An Amazon Machine Image (AMI) is a pre-configured virtual appliance that works with Amazon Elastic Compute Cloud (Amazon EC2).
CrateDB provides a number of AMIs. These AMIs come with Java 8 and CrateDB pre-installed, as well as a configuration that optimizes CrateDB for Amazon EC2.
The CrateDB AMIs are the recommended way to run CrateDB on Amazon EC2.
Table of Contents
The CrateDB AMI naming convention is:
crate-<VERSION>-<REVISION>-<AMI_REVISION>-<BASE_AMI>
In more detail:
<VERSION>-<REVISION>
is the CrateDB version and its revision in the
format w.x.y-z
<AMI_REVISION>
is the AMI build revision<BASE_AMI>
is the full name of the Amazon Linux base imageFor example:
crate-0.51.1-1-1-amzn-ami-hvm-2015.03.0.x86_64
To use the AWS website to launch an instance, click the blue ‘Launch Instance’ button and find the available CrateDB AMIs under the Community AMIs section.
Click the ‘select’ button on the AMI you wish to use and set the instance configuration. The most important options here are the number of instances you require and selecting a security group that opens ports 4200 and 4300.
You can find the CrateDB AMI via the command line interface, in the format
crate-<VERSION>-<REV>-<BASE_AMI>
.
For example, to find all CrateDB AMIs available:
aws ec2 describe-images --filters "Name=name,Values=crate-*"
If you are looking for particular CrateDB version, you can be more precise:
aws ec2 describe-images --filters "Name=name,Values=crate-0.51.1-1-amzn-*"
To run instances based on your AMI of choice, run the following command with
the image-id
of the CrateDB version you wish to run, the name of a security
group that allows the ports CrateDB requires (4200, 4300) and if you want to
use the EC2 API for inter-node discovery, a link to a user-data
script.
aws ec2 run-instances --image-id ami-96702de1 --count x --instance-type m3.medium --user-data $(base64 user-data.sh) --key-name keyname --security-groups groupname
The AMI creates a basic CrateDB configuration at first launch (using
Cloud-Init). During startup the Cloud-Init process checks if ephemeral
devices are attached to the instance. If the device contains no filesystem it
will be formatted with the ext4 file system. Otherwise the filesystem already
installed will be used. The mount point of each attached device is defined as
/mnt/<DEV-NAME>
where <DEV-NAME>
is the name of the device as listed in
/dev
. The configuration settings (defined in /etc/crate/crate.yml
are
listed below and include:
- Mount ephemeral devices and set the CrateDB data path on their mount points (Attached Devices)
- Enable EC2 discovery
- Set node name to instance hostname
In addition to the preconfigured Cloud-Init setup, it is possible to inject commands as a User-Data shell-script.
Note
Note that User-Data scripts are called before the pre-installed Cloud-Init scripts and therefore the injected User-Data settings might be overridden by Cloud-Init (see Cloud-Init).

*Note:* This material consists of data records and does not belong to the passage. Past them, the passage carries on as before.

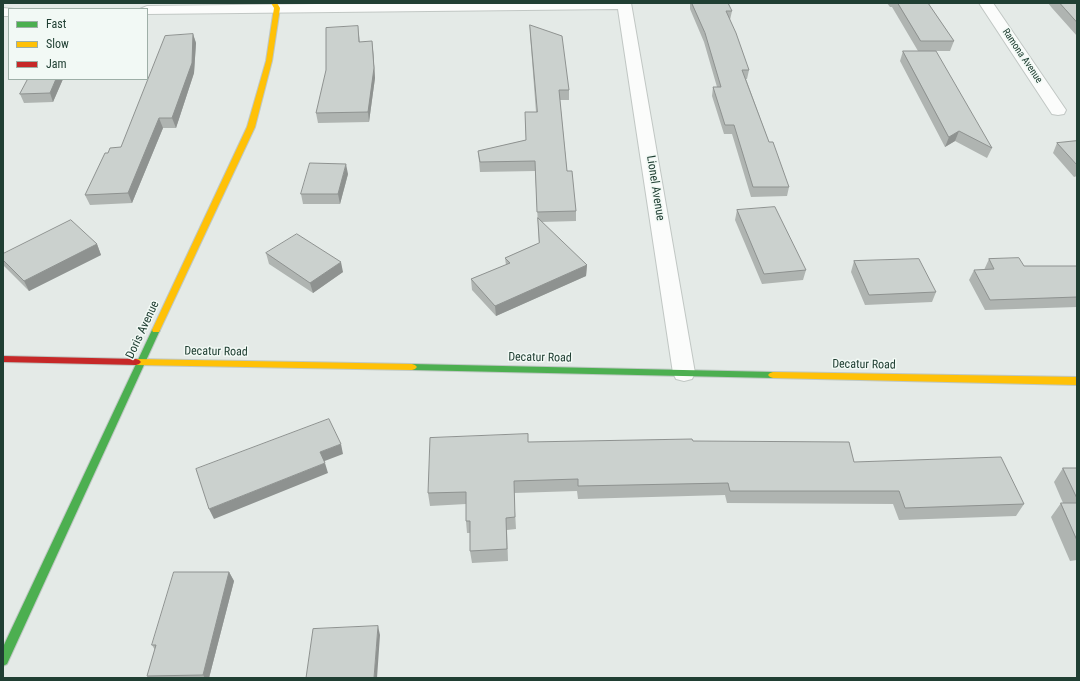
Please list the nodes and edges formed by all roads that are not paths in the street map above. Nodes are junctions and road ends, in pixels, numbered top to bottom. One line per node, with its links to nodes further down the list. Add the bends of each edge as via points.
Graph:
1 (986, 3): 5 (street, Ramona Avenue)
2 (624, 4): 3 (street); 8 (street, Lionel Avenue)
3 (275, 6): 4 (street); 7 (street, Doris Avenue, via 269,61 251,127)
4 (148, 10)
5 (1058, 110)
6 (3, 359): 7 (street, Decatur Road)
7 (141, 363): 8 (street, Decatur Road); 10 (street, Doris Avenue)
8 (684, 373): 9 (street, Decatur Road)
9 (1077, 381)
10 (3, 660)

Amongst other configuration options, the User Data file is primarily used for setting your AWS credentials to make use of the EC2 API for inter-node discovery.
For example:
#!/bin/bash
echo "
export AWS_ACCESS_KEY_ID=''
export AWS_SECRET_ACCESS_KEY=''
" >> /etc/sysconfig/crate
The AMI uses EC2 discovery as a default unicast host discovery mechanism. (see Running CrateDB on Amazon EC2). For security reasons it is strongly recommended to use IAM roles instead of providing your AWS credentials manually on your instances (see Authentication).
Note
EC2 discovery is only available on CrateDB version 0.51.0 or higher.
The CrateDB configuration file /etc/crate/crate.yml
can be adapted on
startup by using the User-Data script (see Cloud-Init). The following
example shows how to set the minimum_master_nodes
and gateway configuration
setting which are essential for a multi node setup. This configuration is
used when a cluster with 3 or more nodes is set up.
#!/bin/bash
echo "
discovery.zen.minimum_master_nodes: 2
" >> /etc/crate/crate.yml
echo "
gateway:
recover_after_nodes: 3
recover_after_time: 5m
expected_nodes: 3
" >> /etc/crate/crate.yml
The instance type specifies the combination of CPU, memory, storage and
networking capacity. To receive better performance for running queries select
an instance type which gives the possibility to attach ephemeral storage. On
newer AWS instance types this storage is covered by Solid-State-Drives
(short SSD). By choosing one of those instance types CrateDB will
automatically mount and store its data on those devices if they are attached to
the instance as a block device mapping (see also Attached Devices).
Instance Types with additional instance store volumes (SSD or HDD) are
currently all instances of type m3
, g2
, r3
, d2
and i2
.
To add a block device mapping before launching an instance, it is possible to
use the block-device-mappings
parameter with the run-instances
command.
In this case ephemeral1
will be added as an instance store volume with the
device name /dev/sdc
. For additional info see device naming on linux
instances.
sh$ aws ec2 run-instances --image-id ami-544c1923 --count 1 --instance-type m3.medium --block-device-mappings "[{\"DeviceName\": \"/dev/sdc\",\"VirtualName\":\"ephemeral1\"}]"
Note
Note that the data stored on ephemeral disks is not permanent and only persists during the lifetime of an instance.
If no block device mapping is configured on the EC2 instance, the default data
directory of CrateDB is set to /var/lib/crate
. The data paths are set in
/etc/crate/crate.yml
.